**Data for processing**
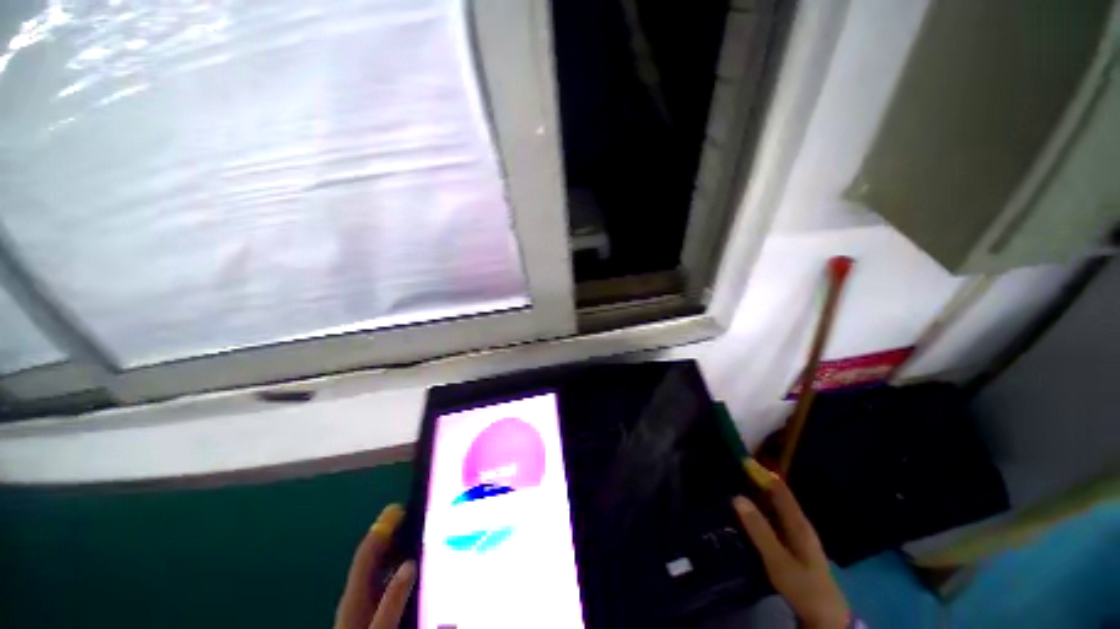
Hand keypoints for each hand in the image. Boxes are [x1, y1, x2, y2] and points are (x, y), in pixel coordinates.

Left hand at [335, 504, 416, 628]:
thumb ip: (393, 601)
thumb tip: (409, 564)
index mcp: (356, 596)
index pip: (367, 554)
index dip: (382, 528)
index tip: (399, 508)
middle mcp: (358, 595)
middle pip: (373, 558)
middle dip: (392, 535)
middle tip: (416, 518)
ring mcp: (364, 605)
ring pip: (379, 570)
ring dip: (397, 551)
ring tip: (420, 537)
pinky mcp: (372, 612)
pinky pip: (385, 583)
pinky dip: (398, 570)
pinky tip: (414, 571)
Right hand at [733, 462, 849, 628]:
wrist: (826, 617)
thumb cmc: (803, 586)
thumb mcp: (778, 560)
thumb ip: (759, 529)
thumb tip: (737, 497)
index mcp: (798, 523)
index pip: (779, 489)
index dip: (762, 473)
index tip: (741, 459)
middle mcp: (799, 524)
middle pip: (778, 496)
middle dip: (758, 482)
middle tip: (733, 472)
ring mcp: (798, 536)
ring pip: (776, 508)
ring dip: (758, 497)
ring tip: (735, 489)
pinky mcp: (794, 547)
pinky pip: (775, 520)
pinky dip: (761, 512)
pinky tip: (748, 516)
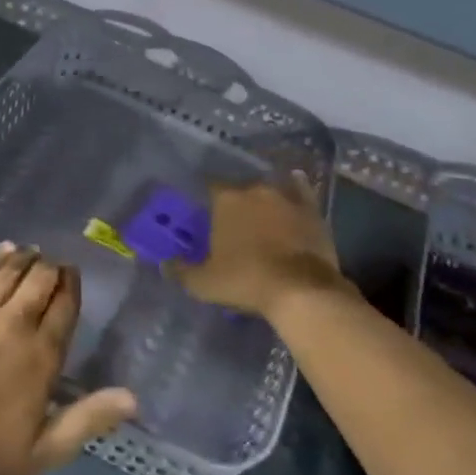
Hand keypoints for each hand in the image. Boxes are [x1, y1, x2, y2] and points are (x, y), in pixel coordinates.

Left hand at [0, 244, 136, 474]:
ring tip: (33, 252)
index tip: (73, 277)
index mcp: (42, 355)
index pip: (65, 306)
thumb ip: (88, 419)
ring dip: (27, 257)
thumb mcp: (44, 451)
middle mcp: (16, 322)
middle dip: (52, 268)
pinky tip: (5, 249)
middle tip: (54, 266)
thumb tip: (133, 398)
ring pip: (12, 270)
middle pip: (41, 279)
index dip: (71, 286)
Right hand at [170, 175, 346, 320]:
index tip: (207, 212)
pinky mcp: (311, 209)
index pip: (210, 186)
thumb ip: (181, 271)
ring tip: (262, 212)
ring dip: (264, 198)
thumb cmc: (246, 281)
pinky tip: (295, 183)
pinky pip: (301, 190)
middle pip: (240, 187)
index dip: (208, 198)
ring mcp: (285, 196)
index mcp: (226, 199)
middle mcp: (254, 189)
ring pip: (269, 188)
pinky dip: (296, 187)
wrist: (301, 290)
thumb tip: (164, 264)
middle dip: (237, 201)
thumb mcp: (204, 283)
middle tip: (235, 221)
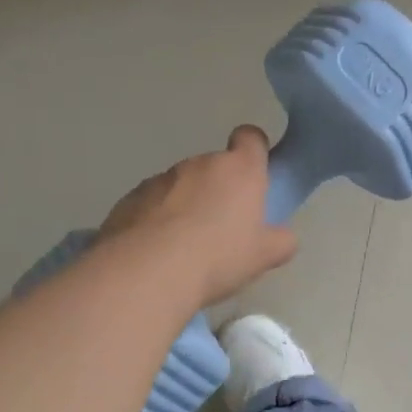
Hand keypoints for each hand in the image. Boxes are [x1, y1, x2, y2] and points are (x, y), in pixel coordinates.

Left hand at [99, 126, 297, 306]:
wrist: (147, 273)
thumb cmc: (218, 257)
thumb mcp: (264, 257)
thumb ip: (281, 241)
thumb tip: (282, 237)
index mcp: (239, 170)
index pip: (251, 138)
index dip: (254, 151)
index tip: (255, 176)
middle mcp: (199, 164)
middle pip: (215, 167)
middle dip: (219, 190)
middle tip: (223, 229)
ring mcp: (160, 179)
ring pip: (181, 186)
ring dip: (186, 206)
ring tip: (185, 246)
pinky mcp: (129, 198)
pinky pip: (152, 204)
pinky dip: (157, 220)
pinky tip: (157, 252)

**Task goal**
Across the listing, count every line with the word "Left" in it. Answer with the number alone.

**Solution to this task**
3